BAH, Not Blah, for Brody After School Program
The acronym is BAH but nothing could be more misleading when it comes to Brody After Hours.
BAH is the Brody branch of 21st Century Community Learning Center afterschool enrichment that will launch another six-week batch of programming next Monday. So on Wednesday morning 7th graders at the school signed up for an hour of samples from a menu consisting of the following choices:
- Musical Theater
- Culinary Arts
- Jazz
- Strategy Games
- Painting
- World Arts
BAH meets four days per week until 4:30 (Wednesdays are excepted due to early dismissals for teacher professional development). According to Brody site coordinator Judy Pauley, who also teaches language arts, Brody consistently enrolls more than 100 students for each unit of BAH.
“This one that starts next week will run up until spring break,” she said. “Then there will be one more during the school year and another 21CCLC unit during the summer. We have something for everybody.”
The bonus electives are “taught” by a mix of building staff and community partners like After School Arts Programming. Besides a more relatable acronym, ASAP brings a lot of hands-on activities into the mix that let kids move and get noisy, which students are anxious to do by the end of the school day, while raising their consciousness and piquing their curiosities at the same time.
“Brody is in the 5th year of their five-year grant and during that time over 700 students have participated in 21CCLC program opportunities there,” said Heidi Brown, the district’s 21CCLC Coordinator. “We’ve seen afterschool participation more than double since the first year of the grant at Brody, due in large part to the exciting programming that is offered there.
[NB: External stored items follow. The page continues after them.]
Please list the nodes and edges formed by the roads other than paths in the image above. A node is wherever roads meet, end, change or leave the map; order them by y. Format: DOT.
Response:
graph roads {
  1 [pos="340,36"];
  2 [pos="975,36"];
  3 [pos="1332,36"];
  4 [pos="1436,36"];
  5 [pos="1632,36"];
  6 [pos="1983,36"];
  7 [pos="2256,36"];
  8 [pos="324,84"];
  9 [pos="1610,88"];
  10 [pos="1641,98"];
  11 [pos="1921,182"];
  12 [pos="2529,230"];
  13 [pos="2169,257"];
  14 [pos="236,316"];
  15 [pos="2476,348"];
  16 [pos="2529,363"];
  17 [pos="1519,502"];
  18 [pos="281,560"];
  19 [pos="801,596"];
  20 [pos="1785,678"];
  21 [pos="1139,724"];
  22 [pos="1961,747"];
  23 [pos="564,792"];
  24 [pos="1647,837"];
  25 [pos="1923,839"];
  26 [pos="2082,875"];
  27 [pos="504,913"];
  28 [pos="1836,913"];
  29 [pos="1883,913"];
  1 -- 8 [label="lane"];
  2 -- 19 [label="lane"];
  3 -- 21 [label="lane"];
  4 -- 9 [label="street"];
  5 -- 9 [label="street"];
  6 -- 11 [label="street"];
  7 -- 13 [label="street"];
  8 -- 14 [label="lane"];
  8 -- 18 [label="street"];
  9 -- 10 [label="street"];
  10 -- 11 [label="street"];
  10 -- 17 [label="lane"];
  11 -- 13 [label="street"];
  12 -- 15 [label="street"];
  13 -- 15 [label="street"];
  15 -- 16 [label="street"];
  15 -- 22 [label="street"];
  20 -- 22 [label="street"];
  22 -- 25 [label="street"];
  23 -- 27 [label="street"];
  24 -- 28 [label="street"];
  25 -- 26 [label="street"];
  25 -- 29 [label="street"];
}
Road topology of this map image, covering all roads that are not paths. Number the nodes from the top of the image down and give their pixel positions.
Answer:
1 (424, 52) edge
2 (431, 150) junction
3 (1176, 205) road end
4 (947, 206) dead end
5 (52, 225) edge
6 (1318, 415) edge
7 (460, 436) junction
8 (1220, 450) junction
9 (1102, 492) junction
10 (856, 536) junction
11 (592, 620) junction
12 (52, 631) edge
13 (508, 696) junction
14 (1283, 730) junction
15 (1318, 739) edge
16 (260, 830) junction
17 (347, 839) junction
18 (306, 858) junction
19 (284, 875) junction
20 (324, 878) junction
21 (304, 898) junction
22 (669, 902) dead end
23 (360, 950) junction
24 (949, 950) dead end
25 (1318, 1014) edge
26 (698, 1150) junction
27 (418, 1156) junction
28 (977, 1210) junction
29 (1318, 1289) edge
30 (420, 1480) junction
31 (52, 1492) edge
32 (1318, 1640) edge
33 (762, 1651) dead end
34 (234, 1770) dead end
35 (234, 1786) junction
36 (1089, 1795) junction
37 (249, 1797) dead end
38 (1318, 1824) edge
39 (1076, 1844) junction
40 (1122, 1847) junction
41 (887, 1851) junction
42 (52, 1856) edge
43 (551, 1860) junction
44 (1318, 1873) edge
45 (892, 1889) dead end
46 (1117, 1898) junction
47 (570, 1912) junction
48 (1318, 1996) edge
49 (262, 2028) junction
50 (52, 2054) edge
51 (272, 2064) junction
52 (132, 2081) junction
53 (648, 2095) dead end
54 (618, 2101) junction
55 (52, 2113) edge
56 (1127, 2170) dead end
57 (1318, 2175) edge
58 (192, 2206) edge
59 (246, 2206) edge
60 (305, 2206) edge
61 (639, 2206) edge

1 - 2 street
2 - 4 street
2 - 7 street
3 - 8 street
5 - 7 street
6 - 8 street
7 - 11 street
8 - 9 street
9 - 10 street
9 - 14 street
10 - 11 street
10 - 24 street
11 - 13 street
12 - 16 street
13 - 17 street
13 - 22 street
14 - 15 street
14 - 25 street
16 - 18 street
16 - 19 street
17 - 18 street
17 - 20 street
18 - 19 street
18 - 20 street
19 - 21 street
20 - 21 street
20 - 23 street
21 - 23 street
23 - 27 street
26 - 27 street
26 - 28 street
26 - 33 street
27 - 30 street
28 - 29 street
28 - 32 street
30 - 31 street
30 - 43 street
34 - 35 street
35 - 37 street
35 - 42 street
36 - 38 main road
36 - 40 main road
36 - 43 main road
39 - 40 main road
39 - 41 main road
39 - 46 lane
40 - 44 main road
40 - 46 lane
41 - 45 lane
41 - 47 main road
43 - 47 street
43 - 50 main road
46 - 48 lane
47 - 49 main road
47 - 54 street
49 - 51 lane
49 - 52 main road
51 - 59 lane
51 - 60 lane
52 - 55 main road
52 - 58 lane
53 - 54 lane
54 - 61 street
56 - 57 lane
Judy Pauley has done an amazing job at Brody, bringing community programs into the building. She’s also encouraged teachers to leverage their passions into afterschool programs that engage students: chess club, jazz band, guitar lessons, dystopian novels club, movie-making, cartooning, culinary arts…and when Judy had a student come to her with an idea for a club based on a popular video game she encouraged the student to create and lead the program herself. It became one of the most popular clubs we’ve seen.”
Afterschool programs like BAH essentially extend learning without making students feel like they’re still in class. And it’s free of charge! Late buses also run to transport participants.
At one of Wednesday’s sample sessions Penny and Lee Furgerson from the Gateway Dance Theatre demonstrated some African drumming and interpretive dance that looked and sounded like they resonated with the 7th graders gathered on the auditorium stage.
There was plenty of “Hah”! But no sign of “Bah”!